I briefly addressed these issues with the congregation, reminding them how we had all been praying for a spiritual breakthrough... and then said, "After these years of prayer I believe the Lord is leading us as a congregation to confront these matters in an more open and transparent expression of prayer and repentance." Of course, I was hoping to hear some loud Amen's... but they were silent, and appeared surprised or confused by what I had just said.
This wasn't what I expected. I had prayed extensively and felt that this is was what the Lord wanted me to say and do on this Sunday morning, but the lack of response was a surprise. I was tempted to back off and change directions, yet I was still convinced of the Lord's leading, and felt that I needed to move forward. So I stepped out in faith, to lead the way... by expressing my own repentance to God, and to the congregation, for my shortcomings as a pastor and leader. I admitted to everyone that in my impatience to see breakthrough come to our church, I had become snippy and rude in my demands for folks to come to prayer meetings... especially our leaders, and realized that I had unintentionally injured many with my impatience.
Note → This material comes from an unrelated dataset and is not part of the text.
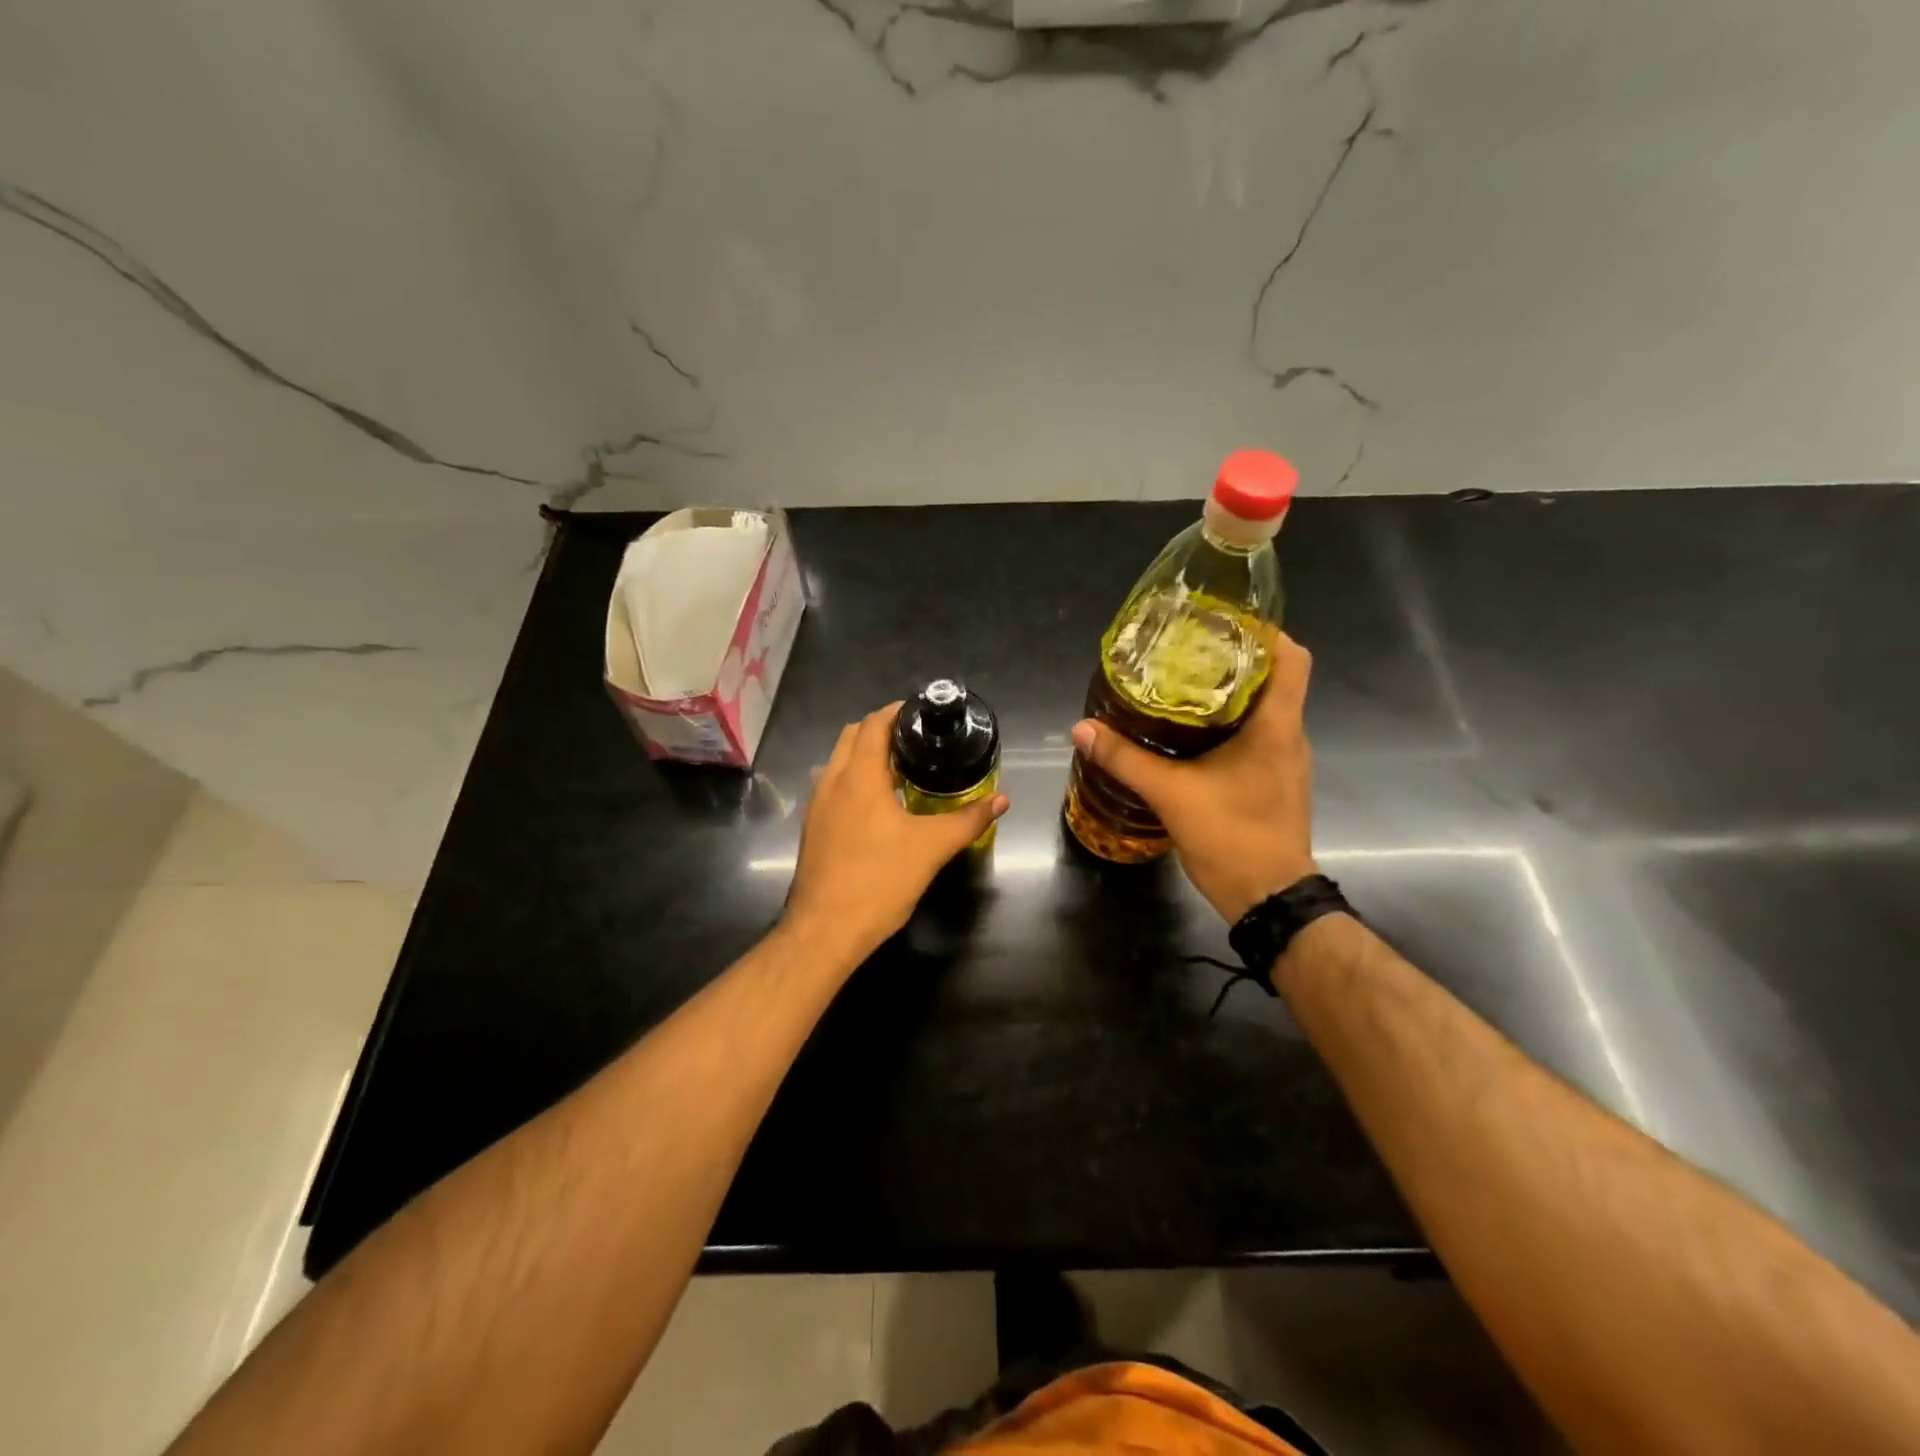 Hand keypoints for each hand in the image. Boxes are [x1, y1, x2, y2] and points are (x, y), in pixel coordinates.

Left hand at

Standing at the microphone in the center aisle, I publicly asked their forgiveness, mentioning several by name, and asking for their prayers that the Lord would help make me a better minister and leader. Inwardly I was praying that this might be the beginning of what our church needed so badly... to become open, transparent, and humble before God and each other. But the congregation sat motionless and silent for a few minutes, that is until a prominent woman in the congregation rose from her seat. She walked up to me with tears streaming, and began to release a flurry of apologies to me and to God for her spiritual coldness and resistance, along with admissions of bitterness she had harbored toward others in the church.
As she wept and prayed publicly, the congregation was visibly stunned and overwhelmed... and soon others began coming forward. Before long a line had grown to a couple dozen who wanted to participate. I held the mic as they would take turns praying, asking the Lord and each other for forgiveness. Many were weeping, some were trembling... others instead proceeded to the altar, kneeling and weeping before the Lord. Several rose from their seats to seek out others in the congregation, with whom to ask forgiveness for prior things they had apparently done or said.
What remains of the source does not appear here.